When I was in school, due to my very limited frame of reference, I thought that 'Punk' was bands like Green Day and the Offspring. So I hated it. At that point I was up to my ears in a Nirvana obsession that was to last for years, and discovering the first metal albums that I could get in to, like Sepultura's Chaos AD. It wasn't until years later that I discovered that the music that was shaping and moulding my tastes was heavily influenced by actual Punk Rock. Bands like Black Flag, The Germs, Negative Approach, Minor Threat and, most importantly (to me), Bad Brains.

When I first heard Bad Brains self-titled debut I was absolutely blown away, and still am to this day. To me it is the epitome of Punk. Completely uncompromising, insanely raw and utterly vital. For a start, this was music pretty much always played by white male youths and Bad Brains were 4 black teenagers who basically blew the scene apart (watch the documentary 'American Hardcore' to get an insight on how highly Bad Brains were revered by Punk bands all across the US).

A generally universal idea of what 'Punk' is, is that it's an attitude rather than a strict genre of music. An attitude of independence and non-conformity (which is ironically lost in a lot of Punk bands).

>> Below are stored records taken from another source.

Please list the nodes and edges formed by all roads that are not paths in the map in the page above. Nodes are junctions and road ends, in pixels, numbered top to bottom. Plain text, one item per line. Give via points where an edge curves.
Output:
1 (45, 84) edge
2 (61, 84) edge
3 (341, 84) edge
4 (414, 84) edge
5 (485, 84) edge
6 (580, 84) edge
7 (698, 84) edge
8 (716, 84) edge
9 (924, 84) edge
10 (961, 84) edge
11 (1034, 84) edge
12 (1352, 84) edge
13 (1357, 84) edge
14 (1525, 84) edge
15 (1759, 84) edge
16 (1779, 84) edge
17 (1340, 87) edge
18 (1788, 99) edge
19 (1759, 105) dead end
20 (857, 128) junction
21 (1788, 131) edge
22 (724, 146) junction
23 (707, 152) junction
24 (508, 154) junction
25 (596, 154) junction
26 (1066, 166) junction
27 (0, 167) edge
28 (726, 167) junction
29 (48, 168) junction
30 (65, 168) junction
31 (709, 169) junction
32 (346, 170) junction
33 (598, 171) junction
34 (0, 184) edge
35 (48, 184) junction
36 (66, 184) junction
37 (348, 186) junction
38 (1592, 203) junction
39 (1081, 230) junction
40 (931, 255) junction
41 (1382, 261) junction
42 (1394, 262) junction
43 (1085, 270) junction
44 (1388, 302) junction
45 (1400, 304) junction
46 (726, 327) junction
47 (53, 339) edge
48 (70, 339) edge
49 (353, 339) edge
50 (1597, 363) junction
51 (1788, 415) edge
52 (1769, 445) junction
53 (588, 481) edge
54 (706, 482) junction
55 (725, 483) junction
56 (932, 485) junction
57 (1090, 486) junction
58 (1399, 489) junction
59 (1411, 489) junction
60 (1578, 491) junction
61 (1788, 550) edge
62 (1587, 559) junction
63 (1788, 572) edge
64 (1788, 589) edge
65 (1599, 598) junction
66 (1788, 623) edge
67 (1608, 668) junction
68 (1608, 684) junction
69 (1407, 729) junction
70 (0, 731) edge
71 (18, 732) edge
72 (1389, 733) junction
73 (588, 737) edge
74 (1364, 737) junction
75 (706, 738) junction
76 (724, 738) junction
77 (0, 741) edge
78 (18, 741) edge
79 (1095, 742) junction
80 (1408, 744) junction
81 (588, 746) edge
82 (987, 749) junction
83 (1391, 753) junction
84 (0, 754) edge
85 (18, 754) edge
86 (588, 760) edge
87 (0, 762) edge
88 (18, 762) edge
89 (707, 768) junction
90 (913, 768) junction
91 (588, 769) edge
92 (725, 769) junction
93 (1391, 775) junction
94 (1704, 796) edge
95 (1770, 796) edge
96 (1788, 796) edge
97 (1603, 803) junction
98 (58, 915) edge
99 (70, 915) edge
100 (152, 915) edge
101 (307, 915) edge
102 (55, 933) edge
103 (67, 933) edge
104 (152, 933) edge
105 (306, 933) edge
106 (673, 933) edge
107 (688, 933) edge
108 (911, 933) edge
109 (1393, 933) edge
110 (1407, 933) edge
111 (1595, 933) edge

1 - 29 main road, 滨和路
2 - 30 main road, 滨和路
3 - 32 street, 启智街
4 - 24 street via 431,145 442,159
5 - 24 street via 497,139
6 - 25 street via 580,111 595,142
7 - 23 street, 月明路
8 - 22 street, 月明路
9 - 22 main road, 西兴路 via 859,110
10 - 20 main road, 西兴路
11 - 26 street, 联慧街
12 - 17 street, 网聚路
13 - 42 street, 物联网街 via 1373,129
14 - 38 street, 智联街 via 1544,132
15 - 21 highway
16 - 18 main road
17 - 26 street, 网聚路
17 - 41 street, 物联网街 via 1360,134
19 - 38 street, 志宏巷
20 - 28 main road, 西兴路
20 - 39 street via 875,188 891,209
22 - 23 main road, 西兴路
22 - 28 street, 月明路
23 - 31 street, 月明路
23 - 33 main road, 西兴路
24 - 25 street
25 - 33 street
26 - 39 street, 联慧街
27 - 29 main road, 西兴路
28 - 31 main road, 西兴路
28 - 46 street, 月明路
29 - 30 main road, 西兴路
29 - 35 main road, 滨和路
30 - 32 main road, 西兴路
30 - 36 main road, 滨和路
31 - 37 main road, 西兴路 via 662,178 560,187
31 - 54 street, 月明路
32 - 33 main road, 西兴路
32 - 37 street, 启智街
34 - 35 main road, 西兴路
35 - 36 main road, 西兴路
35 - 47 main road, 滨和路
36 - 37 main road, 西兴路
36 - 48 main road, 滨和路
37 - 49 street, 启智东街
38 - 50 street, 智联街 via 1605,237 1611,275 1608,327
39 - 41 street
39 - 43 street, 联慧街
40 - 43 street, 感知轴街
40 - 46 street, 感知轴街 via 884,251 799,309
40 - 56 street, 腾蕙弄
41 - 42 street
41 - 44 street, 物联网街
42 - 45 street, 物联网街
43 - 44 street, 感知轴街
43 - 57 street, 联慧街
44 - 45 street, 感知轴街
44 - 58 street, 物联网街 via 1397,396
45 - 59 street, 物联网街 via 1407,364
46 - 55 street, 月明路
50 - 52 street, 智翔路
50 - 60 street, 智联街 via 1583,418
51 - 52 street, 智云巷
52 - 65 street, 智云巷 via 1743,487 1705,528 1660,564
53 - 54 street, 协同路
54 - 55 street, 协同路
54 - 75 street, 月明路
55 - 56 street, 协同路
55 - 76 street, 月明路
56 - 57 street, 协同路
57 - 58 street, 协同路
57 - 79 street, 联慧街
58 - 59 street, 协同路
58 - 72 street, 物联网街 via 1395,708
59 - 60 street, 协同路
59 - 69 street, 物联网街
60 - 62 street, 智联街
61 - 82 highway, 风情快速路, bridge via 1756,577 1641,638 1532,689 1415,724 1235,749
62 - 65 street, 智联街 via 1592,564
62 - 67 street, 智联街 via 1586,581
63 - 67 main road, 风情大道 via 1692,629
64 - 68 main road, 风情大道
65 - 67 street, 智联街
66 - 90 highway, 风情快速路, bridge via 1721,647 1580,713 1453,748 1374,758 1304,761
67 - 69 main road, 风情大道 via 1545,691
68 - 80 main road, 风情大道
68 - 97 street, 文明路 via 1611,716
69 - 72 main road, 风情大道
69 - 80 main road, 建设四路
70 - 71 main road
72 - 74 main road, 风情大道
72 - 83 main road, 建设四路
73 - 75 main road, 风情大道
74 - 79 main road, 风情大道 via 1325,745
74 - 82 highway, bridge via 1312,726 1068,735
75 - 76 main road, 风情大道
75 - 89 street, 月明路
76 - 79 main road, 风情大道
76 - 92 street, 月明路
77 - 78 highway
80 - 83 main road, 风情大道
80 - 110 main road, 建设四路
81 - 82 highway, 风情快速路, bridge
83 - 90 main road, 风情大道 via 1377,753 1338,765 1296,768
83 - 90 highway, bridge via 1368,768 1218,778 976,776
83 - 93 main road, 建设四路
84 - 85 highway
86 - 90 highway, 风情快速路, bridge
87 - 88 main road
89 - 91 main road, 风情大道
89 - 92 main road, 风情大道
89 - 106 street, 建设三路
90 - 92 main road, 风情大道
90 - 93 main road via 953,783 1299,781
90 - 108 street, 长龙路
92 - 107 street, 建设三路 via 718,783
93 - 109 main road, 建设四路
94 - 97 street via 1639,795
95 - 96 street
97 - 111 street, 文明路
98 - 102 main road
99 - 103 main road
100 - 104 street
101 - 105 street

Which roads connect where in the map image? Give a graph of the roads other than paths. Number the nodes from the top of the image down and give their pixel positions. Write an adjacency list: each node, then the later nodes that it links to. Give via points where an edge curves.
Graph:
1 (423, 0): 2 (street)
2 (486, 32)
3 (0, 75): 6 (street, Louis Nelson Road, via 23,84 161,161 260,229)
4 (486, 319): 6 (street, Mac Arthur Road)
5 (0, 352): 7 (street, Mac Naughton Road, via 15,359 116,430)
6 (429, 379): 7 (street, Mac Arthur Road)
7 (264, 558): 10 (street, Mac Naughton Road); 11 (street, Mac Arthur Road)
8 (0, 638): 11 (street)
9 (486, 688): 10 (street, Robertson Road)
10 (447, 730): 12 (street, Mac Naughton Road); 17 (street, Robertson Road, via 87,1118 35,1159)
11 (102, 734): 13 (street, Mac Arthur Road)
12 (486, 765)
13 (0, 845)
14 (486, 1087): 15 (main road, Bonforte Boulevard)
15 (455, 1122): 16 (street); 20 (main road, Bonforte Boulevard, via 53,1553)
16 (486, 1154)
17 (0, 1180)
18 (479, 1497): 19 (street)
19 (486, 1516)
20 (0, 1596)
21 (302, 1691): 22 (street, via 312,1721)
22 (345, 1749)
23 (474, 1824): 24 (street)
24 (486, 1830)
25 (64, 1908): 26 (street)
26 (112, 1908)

In this sense you cannot deny Bad Brains Punk credentials, they stood apart from the pack (yet were still an integral part of the punk community in America) and didn't give a fuck about writing a Punk rock album. They mixed up some of the most ferocious hardcore songs, songs that sounded like they were trying to play as fast humanly possible without falling apart, with straight up Dub and Reggae songs.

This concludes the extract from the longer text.